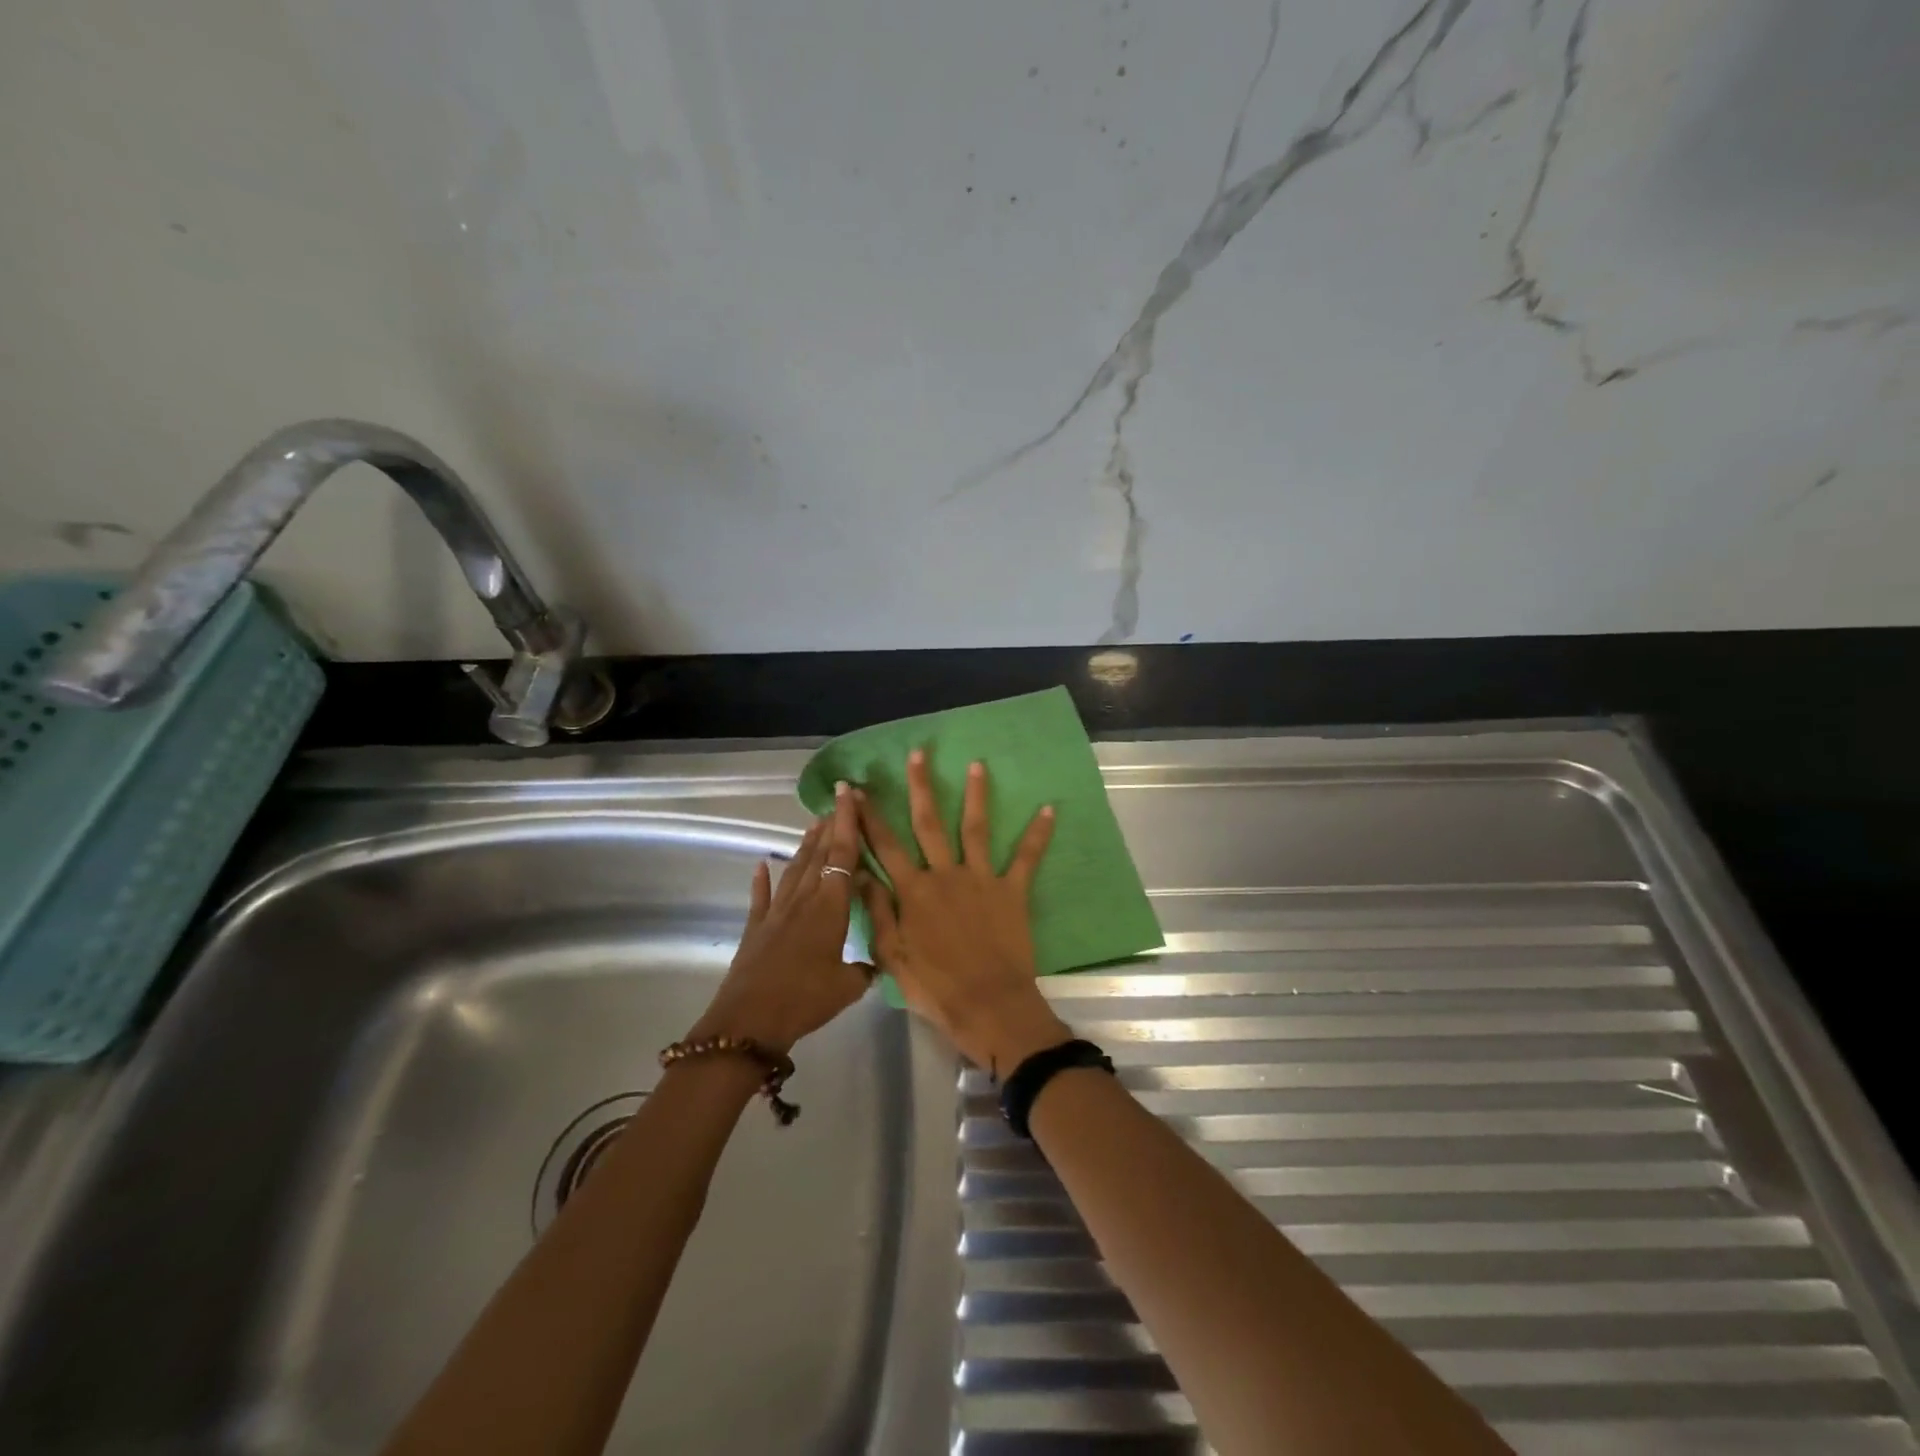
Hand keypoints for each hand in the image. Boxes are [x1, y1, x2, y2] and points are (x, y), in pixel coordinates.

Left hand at [690, 783, 872, 1055]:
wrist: (749, 1022)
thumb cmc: (805, 999)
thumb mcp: (848, 987)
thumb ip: (867, 967)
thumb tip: (880, 959)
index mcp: (830, 907)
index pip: (843, 855)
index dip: (848, 822)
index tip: (849, 793)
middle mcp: (804, 900)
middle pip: (819, 854)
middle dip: (831, 825)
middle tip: (839, 801)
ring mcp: (777, 912)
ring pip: (795, 869)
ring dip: (805, 845)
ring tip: (814, 823)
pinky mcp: (756, 928)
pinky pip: (761, 897)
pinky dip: (762, 880)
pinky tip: (761, 864)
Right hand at [855, 749, 1068, 1076]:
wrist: (989, 1007)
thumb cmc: (936, 988)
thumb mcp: (893, 957)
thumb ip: (878, 912)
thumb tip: (862, 874)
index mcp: (913, 891)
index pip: (884, 845)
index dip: (867, 816)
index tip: (856, 788)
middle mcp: (945, 875)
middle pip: (928, 823)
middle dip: (920, 786)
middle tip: (918, 753)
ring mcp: (981, 879)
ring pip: (975, 828)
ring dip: (976, 795)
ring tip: (977, 764)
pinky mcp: (1012, 891)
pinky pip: (1027, 858)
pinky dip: (1038, 834)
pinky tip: (1050, 809)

» Aim of the exercise: All of the data above is to be repeated exactly, with the pictures left out.

» Response to the exercise:
Hand keypoints for each hand in the image. Boxes are [x1, y1, x2, y2] and points are (x, y), in pixel coordinates.

Left hand at [690, 783, 872, 1055]:
wrist: (749, 1022)
thumb cmc: (805, 999)
thumb mcp: (848, 987)
thumb ip: (867, 967)
thumb tip: (880, 959)
index mcp: (830, 907)
index pip: (843, 855)
index dip: (848, 822)
index tip: (849, 793)
middle mcp: (804, 900)
middle pip: (819, 854)
middle dip: (831, 825)
middle tip: (839, 801)
ring mcp: (777, 912)
ring pip: (795, 869)
ring dip: (805, 845)
ring tip: (814, 823)
pinky mcp: (756, 928)
pinky pip: (761, 897)
pinky dip: (762, 880)
pinky tip: (761, 864)
Right hand at [855, 749, 1068, 1076]:
wrist: (989, 1007)
thumb cmc: (936, 988)
thumb mcp: (893, 957)
thumb ip: (878, 912)
thumb tip: (862, 874)
index mcp: (913, 891)
index pip: (884, 845)
index dip: (867, 816)
index tip: (856, 788)
middle mcp: (945, 875)
middle pip: (928, 823)
middle dip: (920, 786)
middle tip: (918, 753)
ring mcp: (981, 879)
ring pip: (975, 828)
ring dip: (976, 795)
ring tip: (977, 764)
pinky mcp: (1012, 891)
pinky pip: (1027, 858)
pinky dip: (1038, 834)
pinky tip: (1050, 809)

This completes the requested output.